Rexistencia 35 - Lo que pasa en la realidad

La infancia es una idea antisocial. Cuando me iba –sí, empecemos por el final, por el casifinal-, Mínimo me llamó:
—Juan Diego, el dibujo!
—¿Me lo hiciste para mí?
—Sí, es una casa.
—Qué lindo, Maxi, gracias!
—Esperá, no te vayas, le falta la puerta.
—Ah, bueno, hacésela, que sino cómo va a entrar la gente.

Mínimo agarró la fibra y garabateó algo, pero no adentro del dibujo, sino en una parte externa de la hoja en blanco, flotante en el aire por encima del techo.
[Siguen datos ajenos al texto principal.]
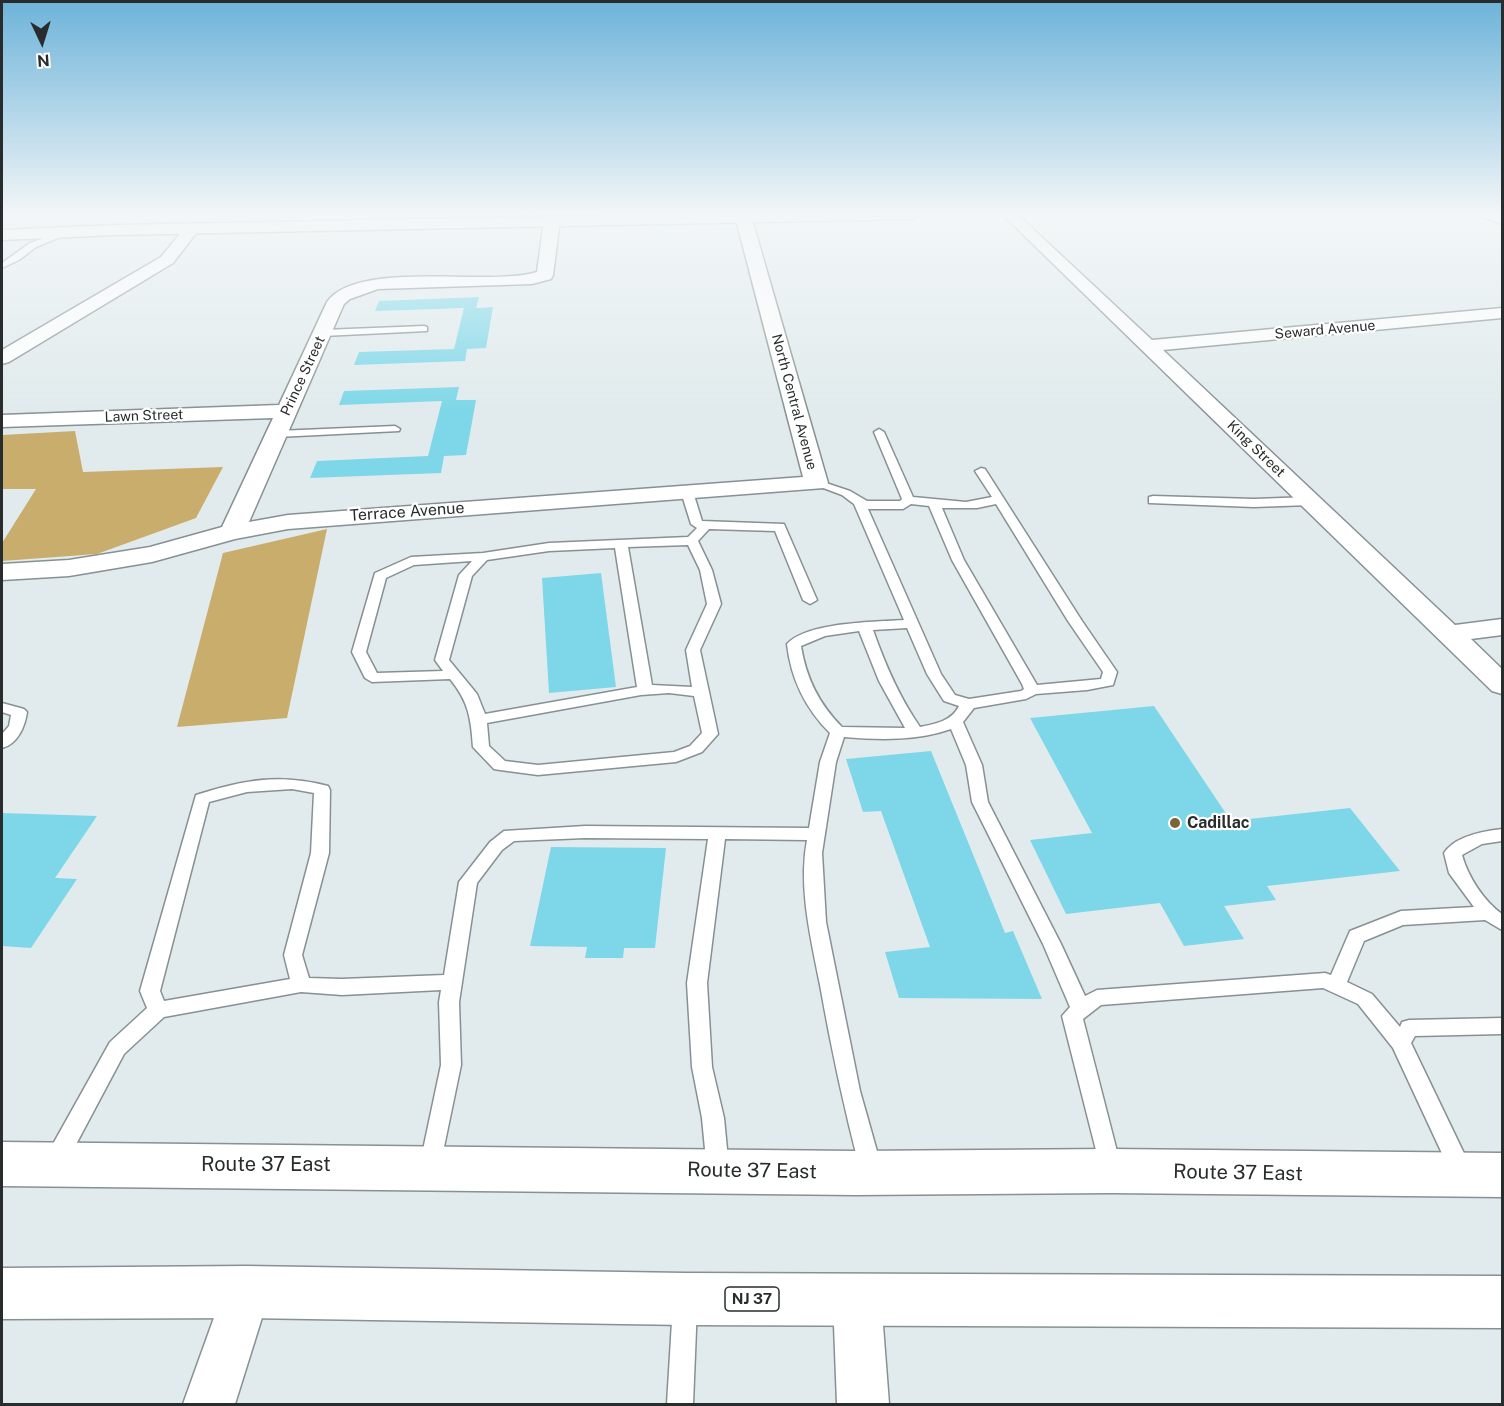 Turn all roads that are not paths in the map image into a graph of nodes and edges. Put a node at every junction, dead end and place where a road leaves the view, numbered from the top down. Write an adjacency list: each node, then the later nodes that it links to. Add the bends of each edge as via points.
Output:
1 (134, 280): 9 (street)
2 (511, 280): 7 (street, Prince Street, via 367,287 336,302)
3 (760, 280): 16 (street, North Central Avenue)
4 (1078, 280): 8 (street, King Street)
5 (1503, 313): 8 (street, Seward Avenue)
6 (424, 329): 7 (lane)
7 (323, 333): 10 (street, Prince Street)
8 (1147, 346): 21 (street, King Street)
9 (2, 358)
10 (286, 411): 11 (street, Lawn Street); 14 (street, Prince Street)
11 (2, 421)
12 (395, 429): 14 (lane)
13 (879, 432): 19 (lane)
14 (277, 434): 25 (street, Prince Street)
15 (981, 471): 18 (lane)
16 (816, 483): 17 (street, Terrace Avenue); 22 (lane)
17 (687, 492): 24 (lane, via 697,524); 25 (street, Terrace Avenue, via 288,522)
18 (999, 499): 23 (lane, via 974,505); 38 (lane, via 1110,672 1108,682)
19 (909, 500): 22 (lane, via 903,505); 23 (lane)
20 (1153, 500): 21 (lane)
21 (1310, 501): 34 (street, King Street)
22 (860, 503): 31 (lane)
23 (934, 503): 38 (lane, via 958,560)
24 (705, 526): 26 (lane); 30 (lane, via 780,527)
25 (232, 531): 29 (street, Terrace Avenue, via 152,554 69,568)
26 (692, 541): 27 (lane); 39 (lane, via 706,570 714,604 693,650)
27 (621, 544): 28 (lane, via 549,547); 37 (lane)
28 (483, 556): 35 (lane, via 466,575 442,660); 35 (lane, via 411,561 380,576 374,593 370,622 359,652 372,678)
29 (2, 572)
30 (810, 600)
31 (912, 623): 32 (lane); 40 (lane, via 949,698)
32 (865, 627): 44 (lane, via 896,705); 45 (lane, via 828,631 794,644 804,689)
33 (1503, 627): 34 (street)
34 (1449, 634): 36 (street, King Street)
35 (452, 675): 42 (lane, via 470,694)
36 (1503, 685)
37 (645, 689): 39 (lane, via 676,687); 42 (lane)
38 (1032, 690): 40 (lane, via 1026,695)
39 (700, 693): 42 (lane, via 710,734 696,749 676,757 538,770 500,765 481,747)
40 (968, 704): 43 (lane)
41 (2, 708): 46 (lane, via 19,712 17,727)
42 (479, 720)
43 (955, 720): 44 (lane, via 937,729); 55 (lane, via 974,765 980,802)
44 (915, 731): 45 (lane)
45 (838, 732): 48 (lane, via 828,762)
46 (2, 743)
47 (717, 834): 48 (lane); 51 (lane, via 585,831 510,835 496,846 468,882); 61 (lane, via 697,983 702,1067 713,1118)
48 (815, 834): 63 (lane, via 817,922 850,1091)
49 (1503, 835): 50 (lane, via 1466,843 1453,853 1458,873)
50 (1495, 918): 53 (lane, via 1401,918 1357,936)
51 (453, 982): 52 (lane); 60 (lane, via 451,1065)
52 (301, 985): 54 (lane); 54 (lane, via 293,956 320,853 322,790 277,782 240,787 202,799 150,991)
53 (1336, 986): 55 (lane, via 1325,980 1097,998); 57 (lane, via 1365,999)
54 (158, 1010): 59 (lane, via 117,1048)
55 (1081, 1010): 62 (lane, via 1072,1016 1077,1044)
56 (1503, 1026): 57 (lane, via 1409,1028)
57 (1401, 1043): 64 (lane)
58 (2, 1164): 59 (main road, Route 37 East)
59 (54, 1164): 60 (main road, Route 37 East)
60 (431, 1167): 61 (main road, Route 37 East)
61 (718, 1170): 63 (main road, Route 37 East)
62 (1111, 1171): 63 (main road, Route 37 East); 64 (main road, Route 37 East)
63 (872, 1172)
64 (1483, 1175)
65 (246, 1292): 66 (main road, NJ 37); 67 (main road, NJ 37); 70 (street)
66 (2, 1294)
67 (685, 1299): 68 (main road, NJ 37); 71 (lane)
68 (857, 1299): 69 (main road, NJ 37); 72 (street)
69 (1503, 1302)
70 (209, 1404)
71 (680, 1404)
72 (863, 1404)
—Pero, ¿cómo? –pregunté. ¿La puerta está despegada de la casa?
—Sí —me dijo, poniendo unos ojos.

Agarré el dibujo, lo saludé otra vez y salí a la calle. ¿Quiénes eran esas personas despidiéndome en el porche? Sus caras avejentadas hacían composé con la fachada descascarándose. Era una imagen tan triste que casi me pongo a llorar.

Mi madre me contó que hay personas interesadas en la casa.

—…pero hijo, ¿qué nos vamos a quedar haciendo acá? Ustedes ya se fueron y la casa es grande. Además, en la cuadra ya no queda casi nadie, salvo Juanita, Aurora y la familia de Laurita.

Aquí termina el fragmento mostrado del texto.